Needless to say, such changes in space have a knock-on effect here on Earth. Electric cars were already common in the 1990s. Laptops made an earlier appearance too, and with them dmail, short for digital mail. Female astronauts, hired to keep pace with the Russians, help push sexual (and racial and homosexual) equality further and faster than in our timeline.

But the season opener provides an additional rush of alternate history. In little more than three minutes, the first episode includes a recap of world events from 1995 to 2003. Some of the news is germane to the series, such as the Mars-7 Alliance among the U.S., U.S.S.R., Japan, North Korea, India, the European Space Agency, and a Communist coalition. (Canada and China decided not to join.)

But much of it is just a pastiche of real and imagined events. In the universe of For All Mankind, the movies Jerry Maguire and Cast Away were still made, but they were joined on the big screen by Race to Mars, a biopic starring Clint Eastwood and Jada Pinkett. Harvey Weinstein, described as the “Shakespeare in Love producer,” was charged with sexual assault in 1999, more than 20 years earlier than in the real world.

A few other oddities: Michael Jordan played for the Seattle Mariners in the major leagues. TV’s Ellen ran for at least one additional season. And the reality shows Survivor and The Osbournes were joined by another title, Moon Miners. (Wonder if Ice Road Truckers will make it into the alternate timeline?)

Al Gore won the election of 2000 and, in a departure from actual history, also took office. And John Lennon, who survived a 1980 assassination attempt, performed at Super Bowl XXXVI. No word on what happened to U2, whom you may remember actually performed at halftime in that post-9/11 year. Oh, and there doesn’t seem to have been a 9/11 in this timeline either.

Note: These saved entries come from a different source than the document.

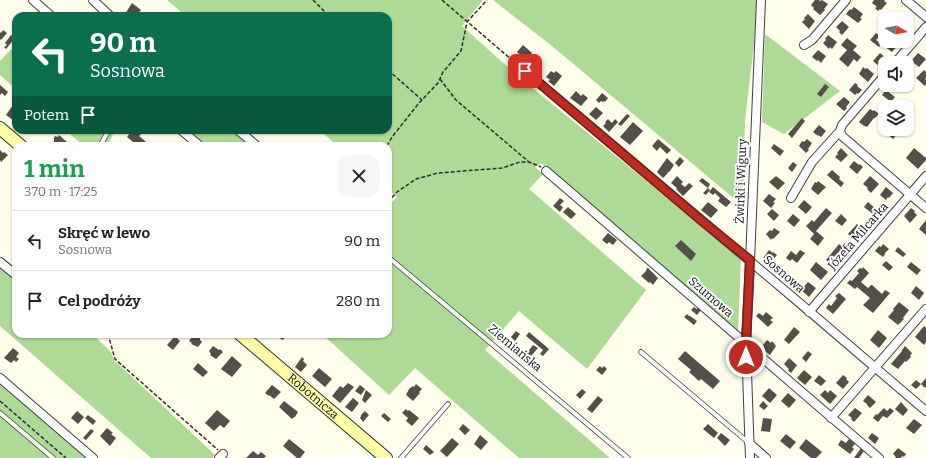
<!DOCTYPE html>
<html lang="pl">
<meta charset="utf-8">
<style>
:root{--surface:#fff;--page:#f6f6f6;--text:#222;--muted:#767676;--line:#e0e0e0}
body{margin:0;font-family:Bitter,serif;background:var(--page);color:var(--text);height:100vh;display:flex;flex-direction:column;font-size:15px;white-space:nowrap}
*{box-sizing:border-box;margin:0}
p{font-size:13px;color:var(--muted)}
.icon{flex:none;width:22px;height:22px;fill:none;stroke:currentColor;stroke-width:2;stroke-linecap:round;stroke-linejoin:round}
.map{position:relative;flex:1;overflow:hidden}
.details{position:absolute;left:12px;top:142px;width:380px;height:196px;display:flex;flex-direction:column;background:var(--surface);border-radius:12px;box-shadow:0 1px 3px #0004}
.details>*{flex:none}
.banner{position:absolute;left:12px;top:12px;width:380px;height:122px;border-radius:12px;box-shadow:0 1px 3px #0004;background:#0b6e4f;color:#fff;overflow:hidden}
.needle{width:26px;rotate:100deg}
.fabs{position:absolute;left:878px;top:12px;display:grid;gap:8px}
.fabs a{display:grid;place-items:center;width:36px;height:36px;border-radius:8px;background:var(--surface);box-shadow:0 1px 3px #0004;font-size:20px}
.pin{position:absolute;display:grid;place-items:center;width:34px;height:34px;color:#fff;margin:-17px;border-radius:8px;box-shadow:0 2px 6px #0006}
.me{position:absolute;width:44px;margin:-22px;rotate:0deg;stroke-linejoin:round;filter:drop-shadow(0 0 3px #0008)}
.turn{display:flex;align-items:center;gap:14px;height:84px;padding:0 12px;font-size:18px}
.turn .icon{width:52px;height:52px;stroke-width:2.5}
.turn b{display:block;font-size:28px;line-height:34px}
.then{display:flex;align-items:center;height:38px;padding:0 12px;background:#0003;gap:8px;font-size:15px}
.round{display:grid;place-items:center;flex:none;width:42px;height:42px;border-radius:12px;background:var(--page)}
.headline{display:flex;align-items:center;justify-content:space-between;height:68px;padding:0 12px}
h1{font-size:24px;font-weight:700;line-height:30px;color:#1e9e55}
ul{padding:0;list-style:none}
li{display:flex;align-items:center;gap:12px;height:60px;padding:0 12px;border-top:1px solid var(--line)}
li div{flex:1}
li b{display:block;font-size:15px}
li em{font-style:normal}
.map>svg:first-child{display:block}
.forest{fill:#aed996}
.building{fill:#554f49}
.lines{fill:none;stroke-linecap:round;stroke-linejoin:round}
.lane-casing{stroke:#404040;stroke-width:5.5}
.street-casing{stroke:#404040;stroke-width:10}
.secondary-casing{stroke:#2f2f2f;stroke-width:14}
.path{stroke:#2f2f2f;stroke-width:1.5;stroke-dasharray:4 2;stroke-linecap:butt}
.lane{stroke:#fff;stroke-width:4}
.street{stroke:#fff;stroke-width:8}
.secondary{stroke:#fffda8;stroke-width:12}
.route-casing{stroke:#7a1d18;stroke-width:10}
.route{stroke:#bc2c25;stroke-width:7}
.labels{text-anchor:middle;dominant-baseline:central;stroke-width:4;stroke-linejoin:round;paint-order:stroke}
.street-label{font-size:12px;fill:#0d0d0d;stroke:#fff}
</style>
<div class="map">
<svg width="926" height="458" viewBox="0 0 926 458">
<rect width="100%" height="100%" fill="#fffdec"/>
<path class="forest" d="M167,0H483L462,26L519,77L741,258L738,332L541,163L535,167L543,174L529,189L646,290L587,369L519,311L485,350L610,458H519L415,368L389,395L322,334H388V206L397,197L388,189V146H338L319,130H388V16H186Z
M493,0H757L756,27L745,120L743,220L737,201L552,46Z
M765,34L840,91L784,134L762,122Z
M16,44V89L0,75V61Z
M65,130H115L107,146H84Z
M187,130H236L254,146H199Z
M0,264L16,277V334H92L111,352L114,360L215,455L212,458H151L0,326Z
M0,381L89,458H0Z"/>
<path class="building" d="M815,0H819L820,1L822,0L828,4L824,9L825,10L820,15L813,9L814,8L811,5Z
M874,0H885L884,1L887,3L881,10L880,9L878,11L875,8L877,7L872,3Z
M132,3L141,10L136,16H128L125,14Z
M854,7L863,14L860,18L862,19L858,23L846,14L850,9L851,10Z
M886,12L895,19H885V20L881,17Z
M808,14L815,21L809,29L802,22L805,19L804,18Z
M842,21L849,27L842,35L839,32L840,31L836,27Z
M907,21L914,27L907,35Z
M3,30L7,33L1,40L0,39V32L1,33Z
M876,33L880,36L876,40L881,44L879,47L870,40Z
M11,35L15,38L6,49L4,47L7,45L5,43Z
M828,35L837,42L832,49L830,47L829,49L823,43L826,40L825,39Z
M847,38L857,46L853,50L861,57L857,62L854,59L848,67L839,59L847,50L841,45Z
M888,41H897L900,43L892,52L884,46Z
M523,45L532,53L526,60L517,52Z
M818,50L826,56L821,63L818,60L817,61L812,57Z
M880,53L887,59L880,67L873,61Z
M918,53L926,59L919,67L911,61Z
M863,67L865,69L867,68L874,74L868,82L859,74Z
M924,70L926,72V78L925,80H926V84L925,86L916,78Z
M551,71L554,73L556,71L562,76L554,86L548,81L550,80L546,77Z
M907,73L912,77L907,83Z
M855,83L858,85L857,86L862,90L858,94L857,93L855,95L849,90Z
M825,84L829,87L821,97L817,94Z
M0,85L8,92L5,96L2,93L0,95Z
M886,90L895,97L891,102L882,95Z
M576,91L581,96L583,94L588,98L581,106L570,98Z
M602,93L608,98L605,102L604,101L603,102L601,101L599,103L596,100Z
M844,97L850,102L846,107L847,108L844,111L836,104Z
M13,105L16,107V116L13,120L6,115Z
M596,107L603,113L596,120L589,114Z
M870,109L873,111L874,110L879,114L875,118H874L867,127L865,126H864L859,122Z
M627,114L630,116L621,126L618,124Z
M802,118L805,121L792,138L788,134Z
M608,119L612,123L615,119L618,122L609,132L603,126L606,123L605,122Z
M633,122L643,131L630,145L620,137Z
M885,123V129H891L897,134L893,139L880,128Z
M819,125L826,131L821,137L818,135V136L813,132Z
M132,130H139L142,133L139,136L151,146H138L127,137Z
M59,135L67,142L64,146H56L53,143L54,141V138L55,136L58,137Z
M658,139L671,150L667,154L660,147L657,151L652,146Z
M807,139L812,143L808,149L809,150L806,153L799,146L802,141L804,142Z
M774,144L784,151L780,156L771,148Z
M841,148L848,155L841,162L835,157L838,154L837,153Z
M914,148L926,158V160L918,169L906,158Z
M0,150L3,153L4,152L8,155L1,162L0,160Z
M680,157L684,161L679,167L675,163Z
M667,158L674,165L670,171L667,173H668L663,178L657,172Z
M854,161L859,165L860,164L863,167L857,174L849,167Z
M793,162L797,165L792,172L788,168Z
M832,170L840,177L839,179L844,183L841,187L827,175Z
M677,176L683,182L681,184L685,187L689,183L693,186L683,196L676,189L677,188L671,183Z
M776,176L785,183L778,190L769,182Z
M870,176L879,184L871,193L867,189L868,188L863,184Z
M702,178L710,184L708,188L710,190L706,195L703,193L708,188L699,181Z
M818,181L826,187L818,195L811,189L815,182L817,183Z
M713,187L731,202L726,207L718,201L720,198L715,193L713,195L709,192Z
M886,187L893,193L889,198L888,197L886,200L880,195Z
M769,194L776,199L773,202L775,203L771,208L763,201Z
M560,198L564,201L560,205L563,207L560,212L553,206Z
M804,200L812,207L806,214L798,207Z
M708,202L718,210L711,218L701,210Z
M868,202L877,210L873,214L864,207Z
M568,207L576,214L571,219L563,212Z
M826,208L832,213L816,231L824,238L818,246L810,239L814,234L806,226L812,220L814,222Z
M911,208L915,211L914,212L917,215L910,223L904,216Z
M772,209L779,215L774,221L767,214Z
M793,214L800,220L794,227L787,221Z
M841,214L847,220L842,226L835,221Z
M926,220V235L919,229Z
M857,224L866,231L857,242L848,234Z
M774,228L780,232L773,239L772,238L771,240L766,234L770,230L772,231Z
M608,233L617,240L613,245L609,242L607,244L602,240Z
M681,240L696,254L691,261L675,246Z
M839,244L847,251L844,255L842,253L838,257L835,261L837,262L834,266L826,260Z
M883,244L889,249L885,253V254L883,257L875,251L879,246L881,247Z
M898,247L906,254L903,257L895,251Z
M769,250L773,253V252L777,255L770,264L763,258Z
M800,250L805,253L797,263L792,259L790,261L786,258L791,251L796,255Z
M886,261L893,267L889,271L882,265Z
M816,262L828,272L821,280L810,270Z
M911,262L921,270L917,275L907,267Z
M863,267L869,273L861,282L868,288L871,285H872L882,294L885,290L890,293L873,313L863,305L870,298L857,287L855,289L847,283L850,280L852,281L859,273L857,271L860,268L862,269Z
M647,268H648L658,278L653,285L650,282L649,283L641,276L646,271Z
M808,282L816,288L809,297L801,290Z
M916,286L924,293L919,300L911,293Z
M839,293L846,299L833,314L826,308L829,304L831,306L837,298L835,296Z
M899,302L909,310L903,318L904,319L898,325L888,317L894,310L893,309Z
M694,307L697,309L698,308L701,310L697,315L691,310Z
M766,312L773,318L770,320L773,322L768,327L756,316L759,313L763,316Z
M687,314L689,316H690L697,321L694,325L684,317Z
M924,326L926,328V342L924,345L915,337Z
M794,327L800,332L789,344L784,340Z
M878,330L887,338L879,348L870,340Z
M516,331L520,334L515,341L511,337Z
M529,332L549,349L543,356L540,354L543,350L526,336Z
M194,334H202L200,337V340L202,342L198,347L191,344L192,343L189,341Z
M280,334H287L283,340L278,337Z
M175,336L180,341L173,350L167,345Z
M767,340L771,343L772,341L776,346L770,355L762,349L764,346L763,345Z
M533,345L538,348L531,356L527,353Z
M213,346L219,350L220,349L223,352L216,359L210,355L211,354L209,351Z
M905,346L912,353L910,356L911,357L906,362L905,361L898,369L891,364L902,351V350Z
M13,348L19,353L16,357L19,359L16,362L14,360L11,363L4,358Z
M685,351L720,381L713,389L701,379L699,381L689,372L691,370L678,359Z
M808,351L812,354L806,362L802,358Z
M232,356L242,365L232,377L221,369Z
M302,357L304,359L303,361L307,365L301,372L295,367Z
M789,358L797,365L791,373L788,370L789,369L784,364Z
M198,363L208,372L203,377L193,369Z
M600,366L602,368L604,366L607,369L602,375L596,370Z
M319,368L332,379L325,387L312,376Z
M804,370L812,377L805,385L797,378Z
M819,375L826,381L821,386L814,381Z
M843,375L847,378L846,379L849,382L843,389L836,383Z
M926,378V387L925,388L921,384Z
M916,380L921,384L916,389L911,385Z
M348,383L354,387L340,403L332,396L340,386L343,388Z
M416,384L422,389L419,392L420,393L413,401L406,395L409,389L413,386L414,387Z
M272,385L281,392L274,399L269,395V396L265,393Z
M360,385L365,389L361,395L355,391Z
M769,388L777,395L770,403L762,396Z
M582,389L586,392L580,399L576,395Z
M366,390L372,395L365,403L362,400Z
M825,390L828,393L830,390L837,396L830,404L820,395Z
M788,393L796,400L789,408L781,401Z
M868,395L876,402L870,408L867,405V404L863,401Z
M598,396L603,400L592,413L587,409Z
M353,398L359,403L352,412L345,407Z
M284,401L298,412L295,417H294L292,419L279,407Z
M763,401L768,406L764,410L759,406Z
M901,402L908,410L903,416L895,409Z
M855,408L862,413L854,422L851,419L852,418L848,415Z
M884,408L887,411L890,408L894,411L887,418L883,416L878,422L873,418L876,414L877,415Z
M406,409L408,411L409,410L419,418L412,426L406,421L408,418L402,413Z
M217,410L230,421L224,428L220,425L214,431L205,423Z
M77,411L84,417L78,424L71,418Z
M365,411L369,415L363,422L360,418L361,416V415Z
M384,413L391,419L388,422L381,416Z
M88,415L96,421L93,425L85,418Z
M763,418L772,419L770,432L761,431Z
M914,419L922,425L914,434L906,428Z
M463,424L470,430L465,435L459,429Z
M708,424L718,433L714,438L703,429Z
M107,428L113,433L111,434L116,438L110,446L100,436Z
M91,429L94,431L86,440L83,438Z
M721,433L730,440L725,446L717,438Z
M872,433L879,438L875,444L868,438Z
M786,434L796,442L790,449L780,441Z
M480,435L488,442L481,450L474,444Z
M452,438L459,444L447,457L440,451Z
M289,439L305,452L300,458H297L283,446Z
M806,439L822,452L816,458H811L799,448Z
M849,439L855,444L852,447L854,449L850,454L838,445L841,440L846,443Z
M426,445L434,452L430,455L423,449Z
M861,448L864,451L859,458H854Z
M898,448L906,454L904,457L902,456L901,458H895L896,457L893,454Z
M253,451L258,455L261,452L266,456L264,458H246Z"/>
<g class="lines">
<g class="lane-casing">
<path id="lane" d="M100,146L109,130
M388,257L628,458
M641,352L749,443
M0,413L53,458
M401,458L448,404"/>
</g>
<g class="street-casing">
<path id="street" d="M33,0L51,16
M93,0L110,16
M906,0L926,17
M804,45L812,40L846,0
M895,63L926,27
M525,71C660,184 793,297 926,411
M181,130L200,146
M238,130L257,146
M840,131L842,136L926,208
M546,171C657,266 767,363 879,458
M791,198L812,162L840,131L842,125L885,75
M0,262L16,275
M809,312L926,176
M0,378L93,458
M831,418L926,309
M749,443L766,458
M219,458L223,454
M750,458L746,343L750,261L761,0"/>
</g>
<g class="secondary-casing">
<g id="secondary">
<path d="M0,128L21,146"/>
<path id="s1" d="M240,334L386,458"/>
</g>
</g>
<path class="path" d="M313,0L329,16
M442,0L519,66
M388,70L422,100
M440,79L456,100L529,162
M387,146L392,137L419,103L438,83L443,72L461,51L467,22L487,0
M388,190L391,194L388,199
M388,202L397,192L416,179L438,173L502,168L520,162H529L541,167
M108,334L115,359L218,450
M0,401L66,458"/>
<use href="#lane" class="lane"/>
<use href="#street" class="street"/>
<use href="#secondary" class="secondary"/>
</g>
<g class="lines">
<g class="route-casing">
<path id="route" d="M525,71L702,221L750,260L746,343V357"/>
</g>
<use href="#route" class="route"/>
</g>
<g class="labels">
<g class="street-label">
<text transform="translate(741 181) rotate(-88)">Żwirki i Wigury</text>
<text transform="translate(858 236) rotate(-49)">Józefa Milcarka</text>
<text transform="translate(784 274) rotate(41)">Sosnowa</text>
<text transform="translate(711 297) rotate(41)">Szumowa</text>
<text transform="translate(515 348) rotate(40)">Ziemiańska</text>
<text stroke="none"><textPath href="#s1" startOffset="96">Robotnicza</textPath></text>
</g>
</g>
</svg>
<div class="fabs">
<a><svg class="needle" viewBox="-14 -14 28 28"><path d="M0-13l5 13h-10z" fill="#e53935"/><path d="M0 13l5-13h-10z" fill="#767676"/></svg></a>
<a><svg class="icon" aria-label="sound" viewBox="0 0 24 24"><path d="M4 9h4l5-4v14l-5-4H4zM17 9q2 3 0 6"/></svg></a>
<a><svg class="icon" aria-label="layers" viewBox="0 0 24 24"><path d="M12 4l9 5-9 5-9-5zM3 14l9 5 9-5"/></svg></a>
</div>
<div class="pin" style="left:525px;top:71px;background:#d93025"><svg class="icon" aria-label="arrive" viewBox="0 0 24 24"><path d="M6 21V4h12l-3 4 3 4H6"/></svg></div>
<svg class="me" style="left:746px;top:357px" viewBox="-20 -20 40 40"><circle r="17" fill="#bc2c25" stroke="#fff" stroke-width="3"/><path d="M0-11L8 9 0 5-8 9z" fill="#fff"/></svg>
<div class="banner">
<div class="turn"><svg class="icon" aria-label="left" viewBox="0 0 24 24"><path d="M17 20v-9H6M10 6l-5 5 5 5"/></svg><div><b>90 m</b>Sosnowa</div></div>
<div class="then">Potem<svg class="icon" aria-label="arrive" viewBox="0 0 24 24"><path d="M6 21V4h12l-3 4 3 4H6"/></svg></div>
</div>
<section class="details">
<div class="headline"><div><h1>1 min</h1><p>370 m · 17:25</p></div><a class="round"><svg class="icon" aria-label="close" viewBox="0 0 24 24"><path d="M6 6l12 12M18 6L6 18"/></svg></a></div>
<ul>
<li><svg class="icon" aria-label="left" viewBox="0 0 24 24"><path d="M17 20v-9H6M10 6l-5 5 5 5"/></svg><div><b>Skręć w lewo</b><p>Sosnowa</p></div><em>90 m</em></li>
<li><svg class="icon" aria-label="arrive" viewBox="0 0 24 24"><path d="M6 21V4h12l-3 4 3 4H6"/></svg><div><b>Cel podróży</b></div><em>280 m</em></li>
</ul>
</section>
</div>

The showrunners have done some creative hand-waving with some of their historical changes. For All Mankind posits that in 1986 a working fusion reactor opened up a world of cheap, clean electricity. And at about the same time, the U.S. government clamped down on the nascent internet, dubbing it the Government Computer Network and prohibiting most public use of it. A world without climate change or social media, AND a base on Mars? Sign me up!

No doubt the new season will feature the usual array of tense personal storylines as it rolls out over the next 10 weeks — For All Mankind has, since its beginning, managed to land in a sweet spot of strong writing, excellent performances, human drama, and believable plots that are more science than fiction.

Returning characters include astronauts Ed Baldwin (Joel Kinnaman) and Danielle Poole (Krys Marshall), and former NASA administrator Margo Madison (Wrenn Schmidt), now living in exile in Moscow. There’s a planet and an asteroid belt to explore.

But there’s also the weird joy of spending an hour each week in an alternate 2003, one that is at once familiar and alien. Going to Mars has forever changed the Earth, in sometimes unpredictable ways.

For All Mankind. Premieres on AppleTV+ November 10.